ANNAPOLIS, Md. (WBFF) - Anne Arundel County schools are set to get millions of dollars in upgrades aimed at beefing up school safety, including more School Resource Officers, security cameras, "tactical equipment" and door security.
Anne Arundel County Executive Steve Schuh announced Tuesday plans to put $14.8 million over two years toward improvements in physical school security and personnel, as well as $11.7 million in capital-project spending.
County officials, including Anne Arundel County Public Schools Superintendent George Arlotto and Police Chief Tim Altomare, noted the past few weeks have been stressful for officials, as they've worked to investigate a wave of threats after the Parkland, Fla., shooting.
“The last few weeks have been tough for us," said Arlotto, adding it's “been a little bit nerve-wracking" not just for Anne Arundel County but for schools nationwide.
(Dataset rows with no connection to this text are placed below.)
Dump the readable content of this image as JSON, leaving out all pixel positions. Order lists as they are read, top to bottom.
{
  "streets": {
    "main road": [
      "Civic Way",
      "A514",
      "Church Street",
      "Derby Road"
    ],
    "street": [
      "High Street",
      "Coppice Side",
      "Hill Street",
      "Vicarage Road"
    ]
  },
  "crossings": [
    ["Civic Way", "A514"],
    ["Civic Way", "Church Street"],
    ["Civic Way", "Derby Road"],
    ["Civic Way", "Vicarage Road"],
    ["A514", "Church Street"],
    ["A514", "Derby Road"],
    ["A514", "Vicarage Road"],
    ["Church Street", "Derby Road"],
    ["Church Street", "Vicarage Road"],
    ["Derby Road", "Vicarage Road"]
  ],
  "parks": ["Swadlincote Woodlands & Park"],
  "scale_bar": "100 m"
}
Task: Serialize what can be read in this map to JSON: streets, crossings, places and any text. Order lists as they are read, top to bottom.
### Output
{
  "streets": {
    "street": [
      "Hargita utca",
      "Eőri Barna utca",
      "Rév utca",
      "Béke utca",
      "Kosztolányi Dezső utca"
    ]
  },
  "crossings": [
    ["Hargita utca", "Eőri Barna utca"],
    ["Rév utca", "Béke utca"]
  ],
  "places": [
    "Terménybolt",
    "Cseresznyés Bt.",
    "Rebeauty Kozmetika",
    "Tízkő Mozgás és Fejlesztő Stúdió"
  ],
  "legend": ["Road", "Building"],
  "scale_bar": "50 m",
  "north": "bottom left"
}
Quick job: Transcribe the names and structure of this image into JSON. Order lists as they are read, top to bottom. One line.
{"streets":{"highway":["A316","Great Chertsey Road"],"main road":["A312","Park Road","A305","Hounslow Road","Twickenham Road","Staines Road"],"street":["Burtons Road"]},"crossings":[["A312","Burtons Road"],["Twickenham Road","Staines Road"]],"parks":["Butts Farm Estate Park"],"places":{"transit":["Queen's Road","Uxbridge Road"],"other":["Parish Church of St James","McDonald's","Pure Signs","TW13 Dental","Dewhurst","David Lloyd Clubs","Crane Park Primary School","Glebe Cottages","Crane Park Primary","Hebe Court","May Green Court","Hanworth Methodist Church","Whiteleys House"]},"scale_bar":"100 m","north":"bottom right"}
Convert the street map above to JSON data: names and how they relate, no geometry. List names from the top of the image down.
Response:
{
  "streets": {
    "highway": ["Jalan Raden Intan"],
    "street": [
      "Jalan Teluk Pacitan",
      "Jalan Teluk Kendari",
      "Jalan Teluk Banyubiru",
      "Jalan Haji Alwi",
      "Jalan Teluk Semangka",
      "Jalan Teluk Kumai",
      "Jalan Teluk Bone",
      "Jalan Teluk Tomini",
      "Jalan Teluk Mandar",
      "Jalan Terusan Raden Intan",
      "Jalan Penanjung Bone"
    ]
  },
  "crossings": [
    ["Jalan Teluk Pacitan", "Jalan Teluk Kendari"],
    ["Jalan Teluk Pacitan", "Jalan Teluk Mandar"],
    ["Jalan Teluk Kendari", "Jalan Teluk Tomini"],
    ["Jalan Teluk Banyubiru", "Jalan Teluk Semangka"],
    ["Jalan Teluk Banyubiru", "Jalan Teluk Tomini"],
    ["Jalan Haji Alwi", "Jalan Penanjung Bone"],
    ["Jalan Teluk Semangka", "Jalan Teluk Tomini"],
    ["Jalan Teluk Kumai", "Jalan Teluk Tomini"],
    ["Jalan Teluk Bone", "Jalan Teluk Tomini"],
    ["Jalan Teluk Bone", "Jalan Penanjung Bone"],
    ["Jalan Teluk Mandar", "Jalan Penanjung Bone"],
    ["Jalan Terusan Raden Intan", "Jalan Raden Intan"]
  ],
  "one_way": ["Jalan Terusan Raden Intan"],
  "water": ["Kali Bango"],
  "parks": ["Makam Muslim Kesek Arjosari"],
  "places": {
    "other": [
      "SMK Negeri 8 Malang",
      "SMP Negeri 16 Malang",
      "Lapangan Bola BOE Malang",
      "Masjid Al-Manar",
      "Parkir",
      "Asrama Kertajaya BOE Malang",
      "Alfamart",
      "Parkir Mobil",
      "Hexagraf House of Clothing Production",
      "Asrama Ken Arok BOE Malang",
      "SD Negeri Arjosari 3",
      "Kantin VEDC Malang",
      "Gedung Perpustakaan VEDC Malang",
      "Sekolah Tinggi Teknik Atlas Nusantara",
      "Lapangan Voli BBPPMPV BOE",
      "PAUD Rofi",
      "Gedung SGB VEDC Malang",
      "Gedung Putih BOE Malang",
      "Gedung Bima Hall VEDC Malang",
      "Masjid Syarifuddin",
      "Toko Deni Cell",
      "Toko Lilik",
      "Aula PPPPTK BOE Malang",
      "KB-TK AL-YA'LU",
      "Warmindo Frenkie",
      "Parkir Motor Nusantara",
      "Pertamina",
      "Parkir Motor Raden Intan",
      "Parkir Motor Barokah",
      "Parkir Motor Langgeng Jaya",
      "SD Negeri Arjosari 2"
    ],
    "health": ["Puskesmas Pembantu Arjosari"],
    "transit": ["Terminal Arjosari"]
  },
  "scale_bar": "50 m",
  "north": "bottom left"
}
Altomare said the police department has "responded to more incidents than you can shake a stick at," and “we have had a lot of sleepless nights, as Dr. Arlotto said."
"We don’t have the luxury of treating a school threat as not legitimate," Altomare pointed out.
He said police are interested, among other things, the physical security of the roughly 120 schools in Anne Arundel County, and how “to make them harder targets for a lunatic.”
The county would double the number of School Resource Officers by hiring 20 more, said Schuh, which would cost $3.1 million.
The $11.7 million in capital spending would include double-door security systems at nine high schools that don't already have them, 1,565 security cameras and servers at all schools, door-lock upgrades on 4,000 interior classroom doors and protective tactical equipment for every school and upgraded access control systems at 81 schools.
He said he expects part of the costs to be defrayed by state funds.
While the county can't prepare for every incident, the funding shows our “determination and commitment to the safety of our students," he said.
Arlotto said the school system plans to make changes in handling large amounts of people at school events like Grandparents Day.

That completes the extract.